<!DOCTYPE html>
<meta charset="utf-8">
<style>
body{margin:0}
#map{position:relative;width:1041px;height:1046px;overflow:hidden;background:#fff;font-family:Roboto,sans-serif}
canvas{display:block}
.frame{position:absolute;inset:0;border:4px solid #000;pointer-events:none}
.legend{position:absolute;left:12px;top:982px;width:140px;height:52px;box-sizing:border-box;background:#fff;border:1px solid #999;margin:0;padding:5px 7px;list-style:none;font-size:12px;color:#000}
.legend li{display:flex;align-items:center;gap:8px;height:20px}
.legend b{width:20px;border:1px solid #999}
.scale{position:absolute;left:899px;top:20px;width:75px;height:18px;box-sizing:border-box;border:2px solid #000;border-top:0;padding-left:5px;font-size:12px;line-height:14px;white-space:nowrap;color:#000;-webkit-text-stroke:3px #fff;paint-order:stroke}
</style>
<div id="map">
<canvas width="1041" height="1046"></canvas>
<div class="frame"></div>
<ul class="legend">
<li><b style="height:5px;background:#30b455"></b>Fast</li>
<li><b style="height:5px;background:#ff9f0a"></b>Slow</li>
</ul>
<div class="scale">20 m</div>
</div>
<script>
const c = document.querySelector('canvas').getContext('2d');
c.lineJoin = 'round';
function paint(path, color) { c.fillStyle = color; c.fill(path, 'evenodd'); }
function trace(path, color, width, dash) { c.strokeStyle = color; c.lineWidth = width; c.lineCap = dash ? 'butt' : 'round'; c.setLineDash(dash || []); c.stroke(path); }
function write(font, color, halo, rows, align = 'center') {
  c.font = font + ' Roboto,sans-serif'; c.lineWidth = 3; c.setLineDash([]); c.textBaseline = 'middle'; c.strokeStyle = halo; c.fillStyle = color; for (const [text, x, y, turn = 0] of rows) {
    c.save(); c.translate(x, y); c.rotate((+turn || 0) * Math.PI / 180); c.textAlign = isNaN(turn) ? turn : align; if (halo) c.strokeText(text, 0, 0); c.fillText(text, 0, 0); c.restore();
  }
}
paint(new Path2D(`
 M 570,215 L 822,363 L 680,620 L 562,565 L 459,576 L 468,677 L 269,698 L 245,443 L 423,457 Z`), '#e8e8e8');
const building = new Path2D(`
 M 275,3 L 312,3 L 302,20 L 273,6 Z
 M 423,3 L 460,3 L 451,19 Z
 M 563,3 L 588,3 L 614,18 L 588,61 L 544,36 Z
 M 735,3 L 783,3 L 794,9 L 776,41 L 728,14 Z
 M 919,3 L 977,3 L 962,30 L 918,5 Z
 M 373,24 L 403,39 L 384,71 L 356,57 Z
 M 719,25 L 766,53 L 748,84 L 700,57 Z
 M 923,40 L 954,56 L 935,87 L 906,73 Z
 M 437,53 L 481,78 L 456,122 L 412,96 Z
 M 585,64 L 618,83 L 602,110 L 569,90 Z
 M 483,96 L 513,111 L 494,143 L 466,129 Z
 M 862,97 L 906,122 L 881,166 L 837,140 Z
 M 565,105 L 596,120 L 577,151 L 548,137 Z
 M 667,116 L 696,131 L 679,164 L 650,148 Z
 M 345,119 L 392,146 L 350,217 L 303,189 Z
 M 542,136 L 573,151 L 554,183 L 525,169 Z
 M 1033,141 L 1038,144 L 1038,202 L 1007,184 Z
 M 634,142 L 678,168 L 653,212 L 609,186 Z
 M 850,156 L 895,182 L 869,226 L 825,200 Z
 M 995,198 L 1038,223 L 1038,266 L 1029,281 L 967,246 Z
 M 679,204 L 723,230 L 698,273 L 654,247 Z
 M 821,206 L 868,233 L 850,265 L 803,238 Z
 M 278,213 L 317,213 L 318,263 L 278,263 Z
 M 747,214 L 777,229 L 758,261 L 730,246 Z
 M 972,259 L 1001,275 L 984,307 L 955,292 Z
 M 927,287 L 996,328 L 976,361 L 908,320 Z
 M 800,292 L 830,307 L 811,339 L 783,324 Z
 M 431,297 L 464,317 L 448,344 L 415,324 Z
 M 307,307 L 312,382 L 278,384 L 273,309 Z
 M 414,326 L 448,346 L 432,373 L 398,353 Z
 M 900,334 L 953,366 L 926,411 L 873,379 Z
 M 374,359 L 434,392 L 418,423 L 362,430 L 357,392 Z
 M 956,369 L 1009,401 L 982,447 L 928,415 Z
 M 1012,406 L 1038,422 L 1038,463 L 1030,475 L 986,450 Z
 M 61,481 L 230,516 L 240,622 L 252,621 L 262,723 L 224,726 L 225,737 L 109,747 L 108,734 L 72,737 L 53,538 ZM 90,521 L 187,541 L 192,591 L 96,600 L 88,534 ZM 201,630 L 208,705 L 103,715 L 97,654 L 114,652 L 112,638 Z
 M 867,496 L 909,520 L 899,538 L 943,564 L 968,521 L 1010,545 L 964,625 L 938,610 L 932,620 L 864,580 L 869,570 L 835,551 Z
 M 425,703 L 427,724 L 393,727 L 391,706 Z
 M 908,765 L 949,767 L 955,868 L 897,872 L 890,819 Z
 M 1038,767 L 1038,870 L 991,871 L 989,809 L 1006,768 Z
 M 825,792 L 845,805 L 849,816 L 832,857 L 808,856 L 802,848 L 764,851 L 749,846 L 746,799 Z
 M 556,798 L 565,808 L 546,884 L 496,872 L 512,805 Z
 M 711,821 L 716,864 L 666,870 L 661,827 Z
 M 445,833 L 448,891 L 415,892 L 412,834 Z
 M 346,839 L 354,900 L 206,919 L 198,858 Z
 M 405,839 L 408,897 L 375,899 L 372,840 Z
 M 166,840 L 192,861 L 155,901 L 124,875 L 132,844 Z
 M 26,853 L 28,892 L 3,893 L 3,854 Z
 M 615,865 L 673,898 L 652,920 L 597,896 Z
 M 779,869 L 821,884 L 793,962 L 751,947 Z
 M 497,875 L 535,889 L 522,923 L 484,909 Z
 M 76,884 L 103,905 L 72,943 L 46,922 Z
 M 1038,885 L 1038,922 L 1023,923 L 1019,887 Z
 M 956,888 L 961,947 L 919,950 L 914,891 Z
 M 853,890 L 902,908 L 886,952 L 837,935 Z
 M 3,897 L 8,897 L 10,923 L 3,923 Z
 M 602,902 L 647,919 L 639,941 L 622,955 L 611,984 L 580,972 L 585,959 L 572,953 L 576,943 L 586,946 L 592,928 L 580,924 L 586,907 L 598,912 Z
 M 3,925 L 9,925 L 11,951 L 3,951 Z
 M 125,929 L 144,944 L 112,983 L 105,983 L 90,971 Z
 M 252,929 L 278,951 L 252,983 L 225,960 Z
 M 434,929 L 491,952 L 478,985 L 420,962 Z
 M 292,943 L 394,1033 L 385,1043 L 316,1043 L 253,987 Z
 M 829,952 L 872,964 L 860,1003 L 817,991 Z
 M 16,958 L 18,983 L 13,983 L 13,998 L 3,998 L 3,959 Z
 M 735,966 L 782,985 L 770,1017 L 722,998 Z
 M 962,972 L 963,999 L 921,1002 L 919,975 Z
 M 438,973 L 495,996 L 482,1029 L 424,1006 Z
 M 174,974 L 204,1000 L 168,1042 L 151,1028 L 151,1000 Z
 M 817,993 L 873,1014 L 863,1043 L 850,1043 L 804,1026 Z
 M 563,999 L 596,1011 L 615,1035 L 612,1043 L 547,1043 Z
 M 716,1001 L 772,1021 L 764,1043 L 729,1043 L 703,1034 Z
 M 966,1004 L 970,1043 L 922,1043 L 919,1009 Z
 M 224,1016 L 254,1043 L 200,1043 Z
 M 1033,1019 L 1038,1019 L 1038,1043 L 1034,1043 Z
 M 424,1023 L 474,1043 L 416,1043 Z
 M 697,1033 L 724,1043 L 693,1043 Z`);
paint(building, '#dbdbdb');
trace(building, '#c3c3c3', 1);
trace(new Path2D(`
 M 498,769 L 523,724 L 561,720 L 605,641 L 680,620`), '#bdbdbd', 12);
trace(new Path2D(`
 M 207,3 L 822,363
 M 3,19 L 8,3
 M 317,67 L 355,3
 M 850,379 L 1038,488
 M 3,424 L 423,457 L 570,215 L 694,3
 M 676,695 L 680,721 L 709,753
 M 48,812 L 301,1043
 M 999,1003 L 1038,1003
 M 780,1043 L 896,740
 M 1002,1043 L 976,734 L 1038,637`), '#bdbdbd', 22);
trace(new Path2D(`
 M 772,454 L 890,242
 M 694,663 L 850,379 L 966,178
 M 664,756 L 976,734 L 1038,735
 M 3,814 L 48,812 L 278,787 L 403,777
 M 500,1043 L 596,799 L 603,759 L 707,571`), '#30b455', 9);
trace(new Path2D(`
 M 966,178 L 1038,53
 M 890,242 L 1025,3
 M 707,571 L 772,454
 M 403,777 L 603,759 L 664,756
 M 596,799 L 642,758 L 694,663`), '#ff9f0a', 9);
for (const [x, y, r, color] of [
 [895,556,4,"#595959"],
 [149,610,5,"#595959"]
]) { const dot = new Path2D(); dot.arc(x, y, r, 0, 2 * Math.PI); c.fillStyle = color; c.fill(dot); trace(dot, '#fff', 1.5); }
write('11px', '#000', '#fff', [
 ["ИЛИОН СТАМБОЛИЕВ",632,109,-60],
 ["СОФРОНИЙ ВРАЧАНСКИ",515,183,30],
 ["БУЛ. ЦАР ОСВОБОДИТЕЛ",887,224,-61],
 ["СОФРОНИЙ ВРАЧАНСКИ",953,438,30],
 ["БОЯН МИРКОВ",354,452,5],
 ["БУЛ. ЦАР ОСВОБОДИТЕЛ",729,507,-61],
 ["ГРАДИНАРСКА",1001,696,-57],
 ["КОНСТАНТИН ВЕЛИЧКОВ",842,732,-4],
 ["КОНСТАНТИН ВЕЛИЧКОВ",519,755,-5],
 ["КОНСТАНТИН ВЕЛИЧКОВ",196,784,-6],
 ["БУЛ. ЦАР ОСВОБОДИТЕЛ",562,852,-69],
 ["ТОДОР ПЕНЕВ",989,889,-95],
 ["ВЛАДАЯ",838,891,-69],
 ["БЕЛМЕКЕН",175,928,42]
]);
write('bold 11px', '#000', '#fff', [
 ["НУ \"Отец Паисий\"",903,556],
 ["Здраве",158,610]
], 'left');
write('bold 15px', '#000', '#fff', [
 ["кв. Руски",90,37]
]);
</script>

### ASSIGNED TASK
Taking the records from the top, repeat each line exactly until you have repeated the line that contains "function write(font, color, halo, rows, align".

### TASK OUTPUT
<!DOCTYPE html>
<meta charset="utf-8">
<style>
body{margin:0}
#map{position:relative;width:1041px;height:1046px;overflow:hidden;background:#fff;font-family:Roboto,sans-serif}
canvas{display:block}
.frame{position:absolute;inset:0;border:4px solid #000;pointer-events:none}
.legend{position:absolute;left:12px;top:982px;width:140px;height:52px;box-sizing:border-box;background:#fff;border:1px solid #999;margin:0;padding:5px 7px;list-style:none;font-size:12px;color:#000}
.legend li{display:flex;align-items:center;gap:8px;height:20px}
.legend b{width:20px;border:1px solid #999}
.scale{position:absolute;left:899px;top:20px;width:75px;height:18px;box-sizing:border-box;border:2px solid #000;border-top:0;padding-left:5px;font-size:12px;line-height:14px;white-space:nowrap;color:#000;-webkit-text-stroke:3px #fff;paint-order:stroke}
</style>
<div id="map">
<canvas width="1041" height="1046"></canvas>
<div class="frame"></div>
<ul class="legend">
<li><b style="height:5px;background:#30b455"></b>Fast</li>
<li><b style="height:5px;background:#ff9f0a"></b>Slow</li>
</ul>
<div class="scale">20 m</div>
</div>
<script>
const c = document.querySelector('canvas').getContext('2d');
c.lineJoin = 'round';
function paint(path, color) { c.fillStyle = color; c.fill(path, 'evenodd'); }
function trace(path, color, width, dash) { c.strokeStyle = color; c.lineWidth = width; c.lineCap = dash ? 'butt' : 'round'; c.setLineDash(dash || []); c.stroke(path); }
function write(font, color, halo, rows, align = 'center') {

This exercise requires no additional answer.